Interviews

Arif Mardin: In Conversation

By Published: October 1, 2003

AAJ: Norah Jones seems like a breath of fresh air for a lot of listeners. What is the difference between pop music and art, and where does jazz, from Charles Lloyd and Sonny Stitt, both of whom you?ve worked with, and Norah Jones and Dianne Reeves more recently, fit in?

AM: I'm looking at the young people today playing, dedicated musicians. Instead of going to lucrative pop music or whatever, they play in small clubs and they just play the music they love. I hope there [is] more of an awakening of jazz with the people because obviously the sales of jazz records aren't as big as pop records.

AAJ: It's just a fraction of the industry total. How can that market be improved, how can artists be exposed to young people?

AM: Well, you have some examples [such as] Diana Krall. Maybe great videos, some concerts—I don't know.

AAJ: Some people feel worried that jazz is headed toward a nostalgic, kind of museum-piece future.

AM: You have a point there, but when an artist [such as] Dianne interprets songs, and you get into the lyrics, it's back to incredible, Billie Holiday time, or even—she was not a jazz singer, but—Edith Piaf. You get into the meat of the song, and she's acting out the persona. I worked with Bette Midler for many years, and I learned her craft, her art, that she becomes the person. When she would do a vocal, she would think, 'shall I be that person, shall I be this person?" Then she would latch on to the persona of what the songwriter is trying to say. Dianne is doing that.

Also I think it's a matter of education. Today young pop-music and hip-hop have very little to do with jazz. The basis of jazz is improvisation and freedom. If the musician is a mediocre jazz artist and the solos go on and on and on, you bore the people. But if you have a stellar instrumentalist, and he gives you an incredible solo, it will touch hearts. You see, we have to really lift the level of musicianship a little bit.

AAJ: Speaking of great musicians, you worked on Charles Lloyd's Dreamweaver in 1966, with Cecil McBee, Jack DeJohnette and Keith Jarrett. That was a pretty "New Thing," Coltrane-style kind of record. With Jones and Reeves, they play more conventional, verse-chorus-verse songs and standards. Do you follow the avant-garde versus neo-classical controversy among jazz musicians?

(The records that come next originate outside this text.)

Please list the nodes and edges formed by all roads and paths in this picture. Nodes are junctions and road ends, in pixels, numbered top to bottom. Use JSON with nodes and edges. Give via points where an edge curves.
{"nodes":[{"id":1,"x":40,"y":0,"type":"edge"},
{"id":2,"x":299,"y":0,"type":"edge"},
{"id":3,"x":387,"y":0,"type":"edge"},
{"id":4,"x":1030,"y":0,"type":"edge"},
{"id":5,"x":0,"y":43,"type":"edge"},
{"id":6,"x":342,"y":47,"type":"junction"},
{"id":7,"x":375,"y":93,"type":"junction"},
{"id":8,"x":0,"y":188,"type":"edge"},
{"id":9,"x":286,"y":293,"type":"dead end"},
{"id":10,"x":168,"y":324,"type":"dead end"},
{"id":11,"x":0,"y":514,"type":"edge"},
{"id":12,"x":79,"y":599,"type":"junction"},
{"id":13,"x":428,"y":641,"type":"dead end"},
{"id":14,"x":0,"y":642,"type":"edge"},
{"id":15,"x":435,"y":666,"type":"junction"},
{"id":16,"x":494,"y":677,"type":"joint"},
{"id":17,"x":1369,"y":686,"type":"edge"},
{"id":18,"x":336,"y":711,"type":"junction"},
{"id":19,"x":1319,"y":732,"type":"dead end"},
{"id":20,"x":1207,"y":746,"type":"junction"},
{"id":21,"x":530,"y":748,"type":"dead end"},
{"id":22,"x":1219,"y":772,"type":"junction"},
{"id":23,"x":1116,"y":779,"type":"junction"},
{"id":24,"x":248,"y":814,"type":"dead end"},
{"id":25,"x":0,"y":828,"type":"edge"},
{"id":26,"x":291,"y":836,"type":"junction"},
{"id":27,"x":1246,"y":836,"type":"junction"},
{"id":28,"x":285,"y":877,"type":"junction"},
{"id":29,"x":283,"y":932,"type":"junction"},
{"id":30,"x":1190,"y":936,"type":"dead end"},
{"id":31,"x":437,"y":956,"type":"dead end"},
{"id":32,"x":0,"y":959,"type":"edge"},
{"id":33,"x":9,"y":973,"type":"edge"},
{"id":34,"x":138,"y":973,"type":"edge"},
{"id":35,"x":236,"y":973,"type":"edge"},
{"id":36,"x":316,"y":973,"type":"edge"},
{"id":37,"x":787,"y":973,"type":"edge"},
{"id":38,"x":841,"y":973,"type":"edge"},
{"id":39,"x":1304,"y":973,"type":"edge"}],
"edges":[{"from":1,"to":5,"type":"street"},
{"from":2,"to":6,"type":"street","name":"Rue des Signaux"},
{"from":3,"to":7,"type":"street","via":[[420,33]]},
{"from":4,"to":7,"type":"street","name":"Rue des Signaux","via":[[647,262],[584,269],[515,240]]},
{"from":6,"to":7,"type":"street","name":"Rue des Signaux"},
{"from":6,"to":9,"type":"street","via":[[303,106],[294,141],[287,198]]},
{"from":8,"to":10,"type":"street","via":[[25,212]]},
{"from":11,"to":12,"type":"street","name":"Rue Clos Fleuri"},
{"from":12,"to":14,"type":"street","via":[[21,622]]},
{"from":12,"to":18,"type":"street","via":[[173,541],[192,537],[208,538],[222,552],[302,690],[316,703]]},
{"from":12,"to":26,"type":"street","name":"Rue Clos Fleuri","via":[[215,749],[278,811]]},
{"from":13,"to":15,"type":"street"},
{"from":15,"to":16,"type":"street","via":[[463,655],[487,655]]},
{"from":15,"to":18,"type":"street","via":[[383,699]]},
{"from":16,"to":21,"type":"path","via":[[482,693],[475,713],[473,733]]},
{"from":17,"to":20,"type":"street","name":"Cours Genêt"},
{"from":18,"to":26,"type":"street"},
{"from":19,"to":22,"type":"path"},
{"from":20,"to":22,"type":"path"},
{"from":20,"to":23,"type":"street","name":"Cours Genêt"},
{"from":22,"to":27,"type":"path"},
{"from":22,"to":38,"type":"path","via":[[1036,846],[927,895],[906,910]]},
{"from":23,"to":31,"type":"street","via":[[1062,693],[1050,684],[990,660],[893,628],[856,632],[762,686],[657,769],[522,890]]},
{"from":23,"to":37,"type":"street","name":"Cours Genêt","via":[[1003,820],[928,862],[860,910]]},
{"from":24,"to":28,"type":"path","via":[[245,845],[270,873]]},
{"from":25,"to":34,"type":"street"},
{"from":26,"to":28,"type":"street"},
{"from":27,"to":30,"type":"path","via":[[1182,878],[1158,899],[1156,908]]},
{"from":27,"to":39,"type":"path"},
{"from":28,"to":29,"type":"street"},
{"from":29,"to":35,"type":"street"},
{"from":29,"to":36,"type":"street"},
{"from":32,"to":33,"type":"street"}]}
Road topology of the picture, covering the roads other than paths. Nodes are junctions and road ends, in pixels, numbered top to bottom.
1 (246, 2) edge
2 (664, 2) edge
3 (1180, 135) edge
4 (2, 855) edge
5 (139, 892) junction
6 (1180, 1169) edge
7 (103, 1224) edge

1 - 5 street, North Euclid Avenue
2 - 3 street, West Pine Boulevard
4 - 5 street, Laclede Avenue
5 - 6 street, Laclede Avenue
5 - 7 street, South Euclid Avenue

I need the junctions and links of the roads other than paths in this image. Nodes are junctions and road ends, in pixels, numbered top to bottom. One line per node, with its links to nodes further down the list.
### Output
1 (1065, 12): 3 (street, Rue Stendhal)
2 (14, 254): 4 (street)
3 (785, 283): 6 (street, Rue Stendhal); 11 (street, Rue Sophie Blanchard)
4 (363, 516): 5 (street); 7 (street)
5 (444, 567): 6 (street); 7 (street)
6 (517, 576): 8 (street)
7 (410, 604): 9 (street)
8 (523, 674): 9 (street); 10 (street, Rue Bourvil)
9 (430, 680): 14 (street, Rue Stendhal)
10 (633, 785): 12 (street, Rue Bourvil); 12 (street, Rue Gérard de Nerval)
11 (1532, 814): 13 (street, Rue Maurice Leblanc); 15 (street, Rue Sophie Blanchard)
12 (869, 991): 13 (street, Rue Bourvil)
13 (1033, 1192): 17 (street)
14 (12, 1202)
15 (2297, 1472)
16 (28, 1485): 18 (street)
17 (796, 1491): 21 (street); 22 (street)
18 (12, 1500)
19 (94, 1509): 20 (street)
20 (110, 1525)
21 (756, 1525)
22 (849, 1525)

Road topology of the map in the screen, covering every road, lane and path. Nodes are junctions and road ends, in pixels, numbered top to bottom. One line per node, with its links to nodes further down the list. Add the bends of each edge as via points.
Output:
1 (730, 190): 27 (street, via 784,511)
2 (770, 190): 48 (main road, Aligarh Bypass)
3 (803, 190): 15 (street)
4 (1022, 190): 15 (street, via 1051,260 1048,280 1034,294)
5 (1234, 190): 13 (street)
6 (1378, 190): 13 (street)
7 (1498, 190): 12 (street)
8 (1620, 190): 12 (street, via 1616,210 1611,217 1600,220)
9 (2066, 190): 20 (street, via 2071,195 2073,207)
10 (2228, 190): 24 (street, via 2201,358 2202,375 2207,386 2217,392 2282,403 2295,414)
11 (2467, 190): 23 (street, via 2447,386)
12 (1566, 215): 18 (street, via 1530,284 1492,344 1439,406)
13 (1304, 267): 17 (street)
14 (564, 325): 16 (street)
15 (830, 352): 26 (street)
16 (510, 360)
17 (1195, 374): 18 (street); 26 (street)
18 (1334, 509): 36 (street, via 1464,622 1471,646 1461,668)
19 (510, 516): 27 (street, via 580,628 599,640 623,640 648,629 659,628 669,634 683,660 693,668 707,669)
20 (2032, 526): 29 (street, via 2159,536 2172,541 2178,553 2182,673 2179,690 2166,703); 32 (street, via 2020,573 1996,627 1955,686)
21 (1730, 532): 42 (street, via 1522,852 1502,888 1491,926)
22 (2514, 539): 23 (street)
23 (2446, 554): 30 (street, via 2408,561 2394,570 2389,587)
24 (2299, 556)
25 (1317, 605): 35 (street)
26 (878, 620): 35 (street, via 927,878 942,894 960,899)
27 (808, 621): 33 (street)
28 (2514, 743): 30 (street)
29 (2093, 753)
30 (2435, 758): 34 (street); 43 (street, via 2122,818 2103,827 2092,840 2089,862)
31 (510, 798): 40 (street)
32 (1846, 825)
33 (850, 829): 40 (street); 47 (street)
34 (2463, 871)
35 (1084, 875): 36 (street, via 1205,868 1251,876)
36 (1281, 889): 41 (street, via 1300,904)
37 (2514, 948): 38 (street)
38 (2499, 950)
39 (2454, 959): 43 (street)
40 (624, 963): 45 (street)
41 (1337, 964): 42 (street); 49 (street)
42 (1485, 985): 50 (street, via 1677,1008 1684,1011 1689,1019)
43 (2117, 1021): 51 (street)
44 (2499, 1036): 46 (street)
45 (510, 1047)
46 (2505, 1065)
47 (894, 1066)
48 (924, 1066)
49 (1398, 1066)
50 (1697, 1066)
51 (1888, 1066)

AM: No, but at the same time, I'll give you an example: The "Skylark" arrangement for Dianne Reeves. It's a departure from the original chord changes, but at the same time, the feeling is there and the melody is always supported by new harmonies—but it's not distracting. It is slightly avant-garde, but at the same time, it's beautiful. Sometimes you will have ultra-, ultra-different chords piled upon each other, and, if the object is to be totally avant-garde and—devoid of melody, well maybe that's sort of a Stravinsky-like approach. But if you're playing a song, you have to also be a little true to the original melody.

AAJ: You worked with Ofra Haza [on 1989's Desert Wind].

AM: Yes. She's Israeli, but she came from Yemenite Israeli, so she spoke Arabic too. Wonderful woman. She brought in some kind of desert tradition.

AAJ: Do you listen to a lot of world-fusion jazz?

AM: A little bit, not too much. When I travel to Istanbul, because I have an apartment there—I come from Turkey originally—you turn on the radio and you hear a lot of interesting ethnic music.

AAJ: Some of your work, such as "Good Lovin?," Aretha Franklin's 'respect? [from Franklin's 1967 album, I Never Loved a Man the Way I Love You, on which Mardin worked as arranger] and Average White Band's Cut the Cake, is considered classic. Other albums, such as your work with Hall & Oates, Culture Club or Phil Collins—people don't accord them the same kind of time-tested character. How do you assess the fickle trends in top-40 music?

AM: Well... I think the strength of the song is more important. I don't know if that is a factor. Today it is more like a handsome, young man or a very pretty, sexy, young lady dancing well and relying on videos and effects. Some of them, their voices may be pretty, but they are out of tune in many places, and they are being corrected by computer software. That's what we call today's pop music. It's really not an advancement at all. Top 40 of the '60s and '70s and '80s were totally different. [But] I'm not a person who says, 'those were the good, ol' days," because in the '70s, '80s I used to use synthesizers. Today a lot of people say, "Let's record analog." Fine, if the artist is really keen about that, fine, but give me Pro Tools anytime, because it makes my life easier. The conversions, analog-to-digital, are so much better now, that digital sounds very sweet. I remember in 1987 or ?90, I was recording with the Bee Gees, and we had one of the first digital multi-tracks, and the sound was terrible, very brittle. It's not like that today.